→ Activity
State, as a number alone, how many lines of the data contain the string "Osborne".

(Records from a data collection)

=== Section Start ===

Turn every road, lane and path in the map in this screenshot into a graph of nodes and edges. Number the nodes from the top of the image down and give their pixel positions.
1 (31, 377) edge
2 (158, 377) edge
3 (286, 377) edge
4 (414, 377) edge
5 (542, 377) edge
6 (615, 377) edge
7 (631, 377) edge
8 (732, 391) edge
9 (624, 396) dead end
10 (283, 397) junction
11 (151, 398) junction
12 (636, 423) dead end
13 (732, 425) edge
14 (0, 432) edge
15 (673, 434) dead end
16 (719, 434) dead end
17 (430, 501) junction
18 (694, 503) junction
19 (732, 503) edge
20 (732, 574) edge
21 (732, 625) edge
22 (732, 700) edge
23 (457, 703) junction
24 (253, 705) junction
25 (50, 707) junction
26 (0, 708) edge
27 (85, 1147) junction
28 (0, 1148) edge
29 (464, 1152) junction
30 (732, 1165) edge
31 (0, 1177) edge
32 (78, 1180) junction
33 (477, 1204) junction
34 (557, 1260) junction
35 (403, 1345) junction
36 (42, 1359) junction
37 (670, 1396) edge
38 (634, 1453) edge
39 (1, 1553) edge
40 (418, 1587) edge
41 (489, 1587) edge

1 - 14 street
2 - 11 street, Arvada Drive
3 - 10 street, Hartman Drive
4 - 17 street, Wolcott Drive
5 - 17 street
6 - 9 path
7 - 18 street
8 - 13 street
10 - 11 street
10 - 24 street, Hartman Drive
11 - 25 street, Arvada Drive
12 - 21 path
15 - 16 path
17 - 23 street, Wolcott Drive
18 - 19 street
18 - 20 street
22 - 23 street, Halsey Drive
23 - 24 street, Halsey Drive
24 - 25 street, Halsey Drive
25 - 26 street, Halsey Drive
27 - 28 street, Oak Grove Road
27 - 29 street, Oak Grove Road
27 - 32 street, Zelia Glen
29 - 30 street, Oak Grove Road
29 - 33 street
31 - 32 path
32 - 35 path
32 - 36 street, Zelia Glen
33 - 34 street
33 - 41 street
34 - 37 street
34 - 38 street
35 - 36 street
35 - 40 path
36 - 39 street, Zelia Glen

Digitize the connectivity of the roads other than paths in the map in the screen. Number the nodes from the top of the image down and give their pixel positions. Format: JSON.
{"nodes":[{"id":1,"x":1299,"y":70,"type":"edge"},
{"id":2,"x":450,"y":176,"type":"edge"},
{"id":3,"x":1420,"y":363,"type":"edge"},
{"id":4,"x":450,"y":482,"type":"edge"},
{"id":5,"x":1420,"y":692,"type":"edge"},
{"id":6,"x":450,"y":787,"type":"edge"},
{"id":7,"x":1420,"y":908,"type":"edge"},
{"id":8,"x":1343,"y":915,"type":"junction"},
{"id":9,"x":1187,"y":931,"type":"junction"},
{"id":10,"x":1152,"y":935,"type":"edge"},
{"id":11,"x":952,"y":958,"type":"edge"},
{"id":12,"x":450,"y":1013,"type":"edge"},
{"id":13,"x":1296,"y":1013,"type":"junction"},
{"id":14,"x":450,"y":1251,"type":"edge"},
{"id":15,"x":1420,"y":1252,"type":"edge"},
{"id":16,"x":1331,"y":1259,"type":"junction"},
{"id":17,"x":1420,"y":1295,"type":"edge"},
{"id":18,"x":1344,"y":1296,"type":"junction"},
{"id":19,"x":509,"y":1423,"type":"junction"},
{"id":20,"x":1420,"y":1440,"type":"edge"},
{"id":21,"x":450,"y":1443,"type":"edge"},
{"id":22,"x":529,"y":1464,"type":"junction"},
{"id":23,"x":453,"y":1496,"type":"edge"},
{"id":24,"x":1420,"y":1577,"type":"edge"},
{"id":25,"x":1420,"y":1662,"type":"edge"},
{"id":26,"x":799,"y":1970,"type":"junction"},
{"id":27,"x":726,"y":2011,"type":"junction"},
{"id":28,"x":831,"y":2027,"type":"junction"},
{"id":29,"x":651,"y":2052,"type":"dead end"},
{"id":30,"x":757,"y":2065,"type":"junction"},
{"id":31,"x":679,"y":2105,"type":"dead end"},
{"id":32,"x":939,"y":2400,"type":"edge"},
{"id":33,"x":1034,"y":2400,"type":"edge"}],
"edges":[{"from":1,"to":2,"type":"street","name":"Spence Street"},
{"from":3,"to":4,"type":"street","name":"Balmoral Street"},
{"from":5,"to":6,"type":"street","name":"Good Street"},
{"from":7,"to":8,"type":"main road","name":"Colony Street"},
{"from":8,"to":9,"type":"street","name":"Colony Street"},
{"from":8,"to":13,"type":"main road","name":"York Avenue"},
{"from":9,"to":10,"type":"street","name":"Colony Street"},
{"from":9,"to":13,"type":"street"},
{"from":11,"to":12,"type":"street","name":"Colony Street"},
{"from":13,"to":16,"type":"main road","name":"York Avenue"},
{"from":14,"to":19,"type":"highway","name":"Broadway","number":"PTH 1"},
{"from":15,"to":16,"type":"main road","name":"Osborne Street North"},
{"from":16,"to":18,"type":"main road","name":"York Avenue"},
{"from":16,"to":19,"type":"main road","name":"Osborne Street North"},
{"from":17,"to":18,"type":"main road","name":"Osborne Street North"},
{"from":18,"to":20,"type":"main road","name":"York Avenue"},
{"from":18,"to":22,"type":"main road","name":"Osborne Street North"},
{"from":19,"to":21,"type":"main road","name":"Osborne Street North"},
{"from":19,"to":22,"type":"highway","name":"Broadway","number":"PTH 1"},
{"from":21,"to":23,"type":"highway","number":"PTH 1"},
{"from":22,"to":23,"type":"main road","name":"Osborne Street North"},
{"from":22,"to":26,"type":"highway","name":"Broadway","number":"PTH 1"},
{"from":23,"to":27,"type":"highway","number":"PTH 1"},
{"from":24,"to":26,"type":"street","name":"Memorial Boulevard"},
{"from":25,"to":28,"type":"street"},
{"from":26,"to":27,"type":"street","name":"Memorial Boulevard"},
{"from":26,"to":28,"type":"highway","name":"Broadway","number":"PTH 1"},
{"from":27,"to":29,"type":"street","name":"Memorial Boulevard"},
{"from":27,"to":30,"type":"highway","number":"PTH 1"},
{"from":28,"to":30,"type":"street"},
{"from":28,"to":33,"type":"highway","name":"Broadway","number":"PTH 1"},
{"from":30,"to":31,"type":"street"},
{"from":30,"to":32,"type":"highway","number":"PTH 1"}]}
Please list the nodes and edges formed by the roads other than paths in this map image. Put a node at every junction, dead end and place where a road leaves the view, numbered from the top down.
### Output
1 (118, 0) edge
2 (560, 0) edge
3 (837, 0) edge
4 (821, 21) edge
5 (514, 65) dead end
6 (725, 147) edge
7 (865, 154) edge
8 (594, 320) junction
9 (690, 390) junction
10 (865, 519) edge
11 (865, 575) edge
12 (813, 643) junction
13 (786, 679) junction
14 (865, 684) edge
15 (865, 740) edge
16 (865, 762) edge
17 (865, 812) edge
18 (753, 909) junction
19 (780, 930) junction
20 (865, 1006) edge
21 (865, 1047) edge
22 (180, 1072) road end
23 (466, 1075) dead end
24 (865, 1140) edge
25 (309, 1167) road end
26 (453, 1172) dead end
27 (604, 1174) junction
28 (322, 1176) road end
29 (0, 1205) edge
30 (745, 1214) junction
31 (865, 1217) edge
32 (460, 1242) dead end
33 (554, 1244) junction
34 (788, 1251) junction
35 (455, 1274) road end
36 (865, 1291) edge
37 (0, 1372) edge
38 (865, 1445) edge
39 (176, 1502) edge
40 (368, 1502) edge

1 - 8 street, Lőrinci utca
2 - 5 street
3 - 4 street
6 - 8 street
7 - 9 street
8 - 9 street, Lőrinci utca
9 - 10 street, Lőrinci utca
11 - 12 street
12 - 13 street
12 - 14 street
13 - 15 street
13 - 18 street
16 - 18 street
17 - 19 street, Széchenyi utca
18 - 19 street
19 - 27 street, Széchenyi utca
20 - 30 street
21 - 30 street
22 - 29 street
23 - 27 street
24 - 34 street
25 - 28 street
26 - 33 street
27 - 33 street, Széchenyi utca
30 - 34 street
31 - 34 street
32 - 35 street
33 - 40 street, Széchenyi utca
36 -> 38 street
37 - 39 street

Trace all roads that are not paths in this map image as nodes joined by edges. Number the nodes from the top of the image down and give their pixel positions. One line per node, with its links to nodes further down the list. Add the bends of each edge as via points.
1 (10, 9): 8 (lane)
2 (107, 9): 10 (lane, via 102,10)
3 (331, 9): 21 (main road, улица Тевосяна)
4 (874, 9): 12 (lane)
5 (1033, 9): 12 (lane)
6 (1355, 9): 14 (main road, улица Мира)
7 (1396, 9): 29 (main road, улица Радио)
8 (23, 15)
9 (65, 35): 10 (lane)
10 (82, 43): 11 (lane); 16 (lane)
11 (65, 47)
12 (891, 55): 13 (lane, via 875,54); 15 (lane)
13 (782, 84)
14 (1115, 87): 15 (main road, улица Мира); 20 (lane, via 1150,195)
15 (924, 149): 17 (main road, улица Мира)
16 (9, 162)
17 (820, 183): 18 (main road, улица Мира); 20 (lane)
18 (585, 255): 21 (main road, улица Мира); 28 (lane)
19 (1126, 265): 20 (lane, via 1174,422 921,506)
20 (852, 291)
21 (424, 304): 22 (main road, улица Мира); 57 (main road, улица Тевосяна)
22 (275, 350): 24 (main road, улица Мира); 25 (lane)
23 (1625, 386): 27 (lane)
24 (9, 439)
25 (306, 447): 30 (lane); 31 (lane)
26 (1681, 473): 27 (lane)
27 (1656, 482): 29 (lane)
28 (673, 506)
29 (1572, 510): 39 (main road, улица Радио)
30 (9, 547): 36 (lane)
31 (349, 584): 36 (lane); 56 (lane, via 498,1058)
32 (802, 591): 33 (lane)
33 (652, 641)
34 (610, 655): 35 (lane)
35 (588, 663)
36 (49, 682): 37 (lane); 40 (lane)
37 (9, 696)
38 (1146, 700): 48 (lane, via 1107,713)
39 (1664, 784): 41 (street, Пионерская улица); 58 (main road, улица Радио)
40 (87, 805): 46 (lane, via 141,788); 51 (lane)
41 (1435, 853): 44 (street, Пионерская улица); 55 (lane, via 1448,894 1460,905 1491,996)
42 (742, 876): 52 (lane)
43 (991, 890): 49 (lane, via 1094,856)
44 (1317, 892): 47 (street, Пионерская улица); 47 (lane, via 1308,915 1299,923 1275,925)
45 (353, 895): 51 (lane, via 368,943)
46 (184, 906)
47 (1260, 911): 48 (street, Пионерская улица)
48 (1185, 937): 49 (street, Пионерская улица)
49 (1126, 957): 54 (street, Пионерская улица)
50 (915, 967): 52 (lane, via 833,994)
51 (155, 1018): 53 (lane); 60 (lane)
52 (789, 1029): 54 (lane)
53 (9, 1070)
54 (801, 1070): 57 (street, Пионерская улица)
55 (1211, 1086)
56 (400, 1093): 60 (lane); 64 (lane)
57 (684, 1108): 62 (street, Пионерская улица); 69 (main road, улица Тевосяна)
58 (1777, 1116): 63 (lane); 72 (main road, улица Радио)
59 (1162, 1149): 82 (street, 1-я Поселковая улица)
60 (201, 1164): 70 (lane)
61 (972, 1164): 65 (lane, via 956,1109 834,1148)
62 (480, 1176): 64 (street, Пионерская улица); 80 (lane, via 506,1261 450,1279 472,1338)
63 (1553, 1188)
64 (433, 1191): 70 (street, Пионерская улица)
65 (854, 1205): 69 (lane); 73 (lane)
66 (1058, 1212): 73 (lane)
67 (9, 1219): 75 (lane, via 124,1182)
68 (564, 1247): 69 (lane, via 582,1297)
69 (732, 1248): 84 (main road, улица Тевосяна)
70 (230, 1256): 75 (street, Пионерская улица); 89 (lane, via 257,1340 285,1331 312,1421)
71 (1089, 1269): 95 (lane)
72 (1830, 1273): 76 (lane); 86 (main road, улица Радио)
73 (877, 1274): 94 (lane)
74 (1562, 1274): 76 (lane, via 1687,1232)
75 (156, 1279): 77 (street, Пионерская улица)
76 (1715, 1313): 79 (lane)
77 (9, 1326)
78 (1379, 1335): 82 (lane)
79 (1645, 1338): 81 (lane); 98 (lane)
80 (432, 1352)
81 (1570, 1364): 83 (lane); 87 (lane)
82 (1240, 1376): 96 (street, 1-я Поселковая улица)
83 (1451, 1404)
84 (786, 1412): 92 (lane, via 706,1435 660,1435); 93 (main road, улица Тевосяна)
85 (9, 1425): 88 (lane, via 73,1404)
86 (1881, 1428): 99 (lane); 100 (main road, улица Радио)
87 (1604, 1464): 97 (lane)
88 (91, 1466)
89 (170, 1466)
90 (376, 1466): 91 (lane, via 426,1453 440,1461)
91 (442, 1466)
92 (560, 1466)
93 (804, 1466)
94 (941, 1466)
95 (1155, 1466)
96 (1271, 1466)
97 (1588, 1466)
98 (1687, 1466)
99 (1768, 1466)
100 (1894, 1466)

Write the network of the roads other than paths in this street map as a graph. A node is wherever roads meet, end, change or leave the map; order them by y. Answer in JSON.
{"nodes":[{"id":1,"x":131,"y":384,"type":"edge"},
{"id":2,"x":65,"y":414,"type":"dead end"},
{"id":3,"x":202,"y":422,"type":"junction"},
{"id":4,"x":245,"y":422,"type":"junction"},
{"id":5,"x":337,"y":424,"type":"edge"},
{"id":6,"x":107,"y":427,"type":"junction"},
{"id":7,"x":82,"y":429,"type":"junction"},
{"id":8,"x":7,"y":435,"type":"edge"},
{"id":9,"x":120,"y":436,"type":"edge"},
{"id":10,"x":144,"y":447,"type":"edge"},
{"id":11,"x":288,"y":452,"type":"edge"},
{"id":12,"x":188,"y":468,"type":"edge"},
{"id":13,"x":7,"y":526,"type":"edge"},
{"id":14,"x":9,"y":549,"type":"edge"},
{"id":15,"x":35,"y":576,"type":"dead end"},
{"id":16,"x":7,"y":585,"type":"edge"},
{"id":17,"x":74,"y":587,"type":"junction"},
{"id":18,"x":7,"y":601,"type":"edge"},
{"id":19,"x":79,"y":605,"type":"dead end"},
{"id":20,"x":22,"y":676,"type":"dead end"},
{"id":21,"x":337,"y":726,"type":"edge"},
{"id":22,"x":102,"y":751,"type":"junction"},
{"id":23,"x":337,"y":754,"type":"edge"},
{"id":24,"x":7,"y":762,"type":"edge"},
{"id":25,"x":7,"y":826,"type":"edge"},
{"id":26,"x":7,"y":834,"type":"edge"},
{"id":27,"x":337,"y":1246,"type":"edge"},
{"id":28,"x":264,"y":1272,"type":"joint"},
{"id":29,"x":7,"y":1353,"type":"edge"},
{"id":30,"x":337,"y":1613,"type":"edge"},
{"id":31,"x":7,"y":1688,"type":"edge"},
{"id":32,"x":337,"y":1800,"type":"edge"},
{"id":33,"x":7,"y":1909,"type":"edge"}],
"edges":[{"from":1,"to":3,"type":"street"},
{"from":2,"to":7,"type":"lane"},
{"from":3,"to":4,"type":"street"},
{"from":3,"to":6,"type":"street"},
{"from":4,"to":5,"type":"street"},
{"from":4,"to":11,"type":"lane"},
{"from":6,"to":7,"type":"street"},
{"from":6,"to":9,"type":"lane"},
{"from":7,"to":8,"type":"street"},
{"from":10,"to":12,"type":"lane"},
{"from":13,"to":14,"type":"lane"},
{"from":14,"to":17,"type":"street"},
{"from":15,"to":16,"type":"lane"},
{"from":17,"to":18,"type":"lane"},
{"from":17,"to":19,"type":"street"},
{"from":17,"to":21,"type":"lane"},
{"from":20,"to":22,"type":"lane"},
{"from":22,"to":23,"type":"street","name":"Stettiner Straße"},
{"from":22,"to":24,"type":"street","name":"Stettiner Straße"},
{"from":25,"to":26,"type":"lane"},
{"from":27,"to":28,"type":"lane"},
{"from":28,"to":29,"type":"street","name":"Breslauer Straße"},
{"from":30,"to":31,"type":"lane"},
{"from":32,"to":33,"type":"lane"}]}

=== Section End ===

→ Response
6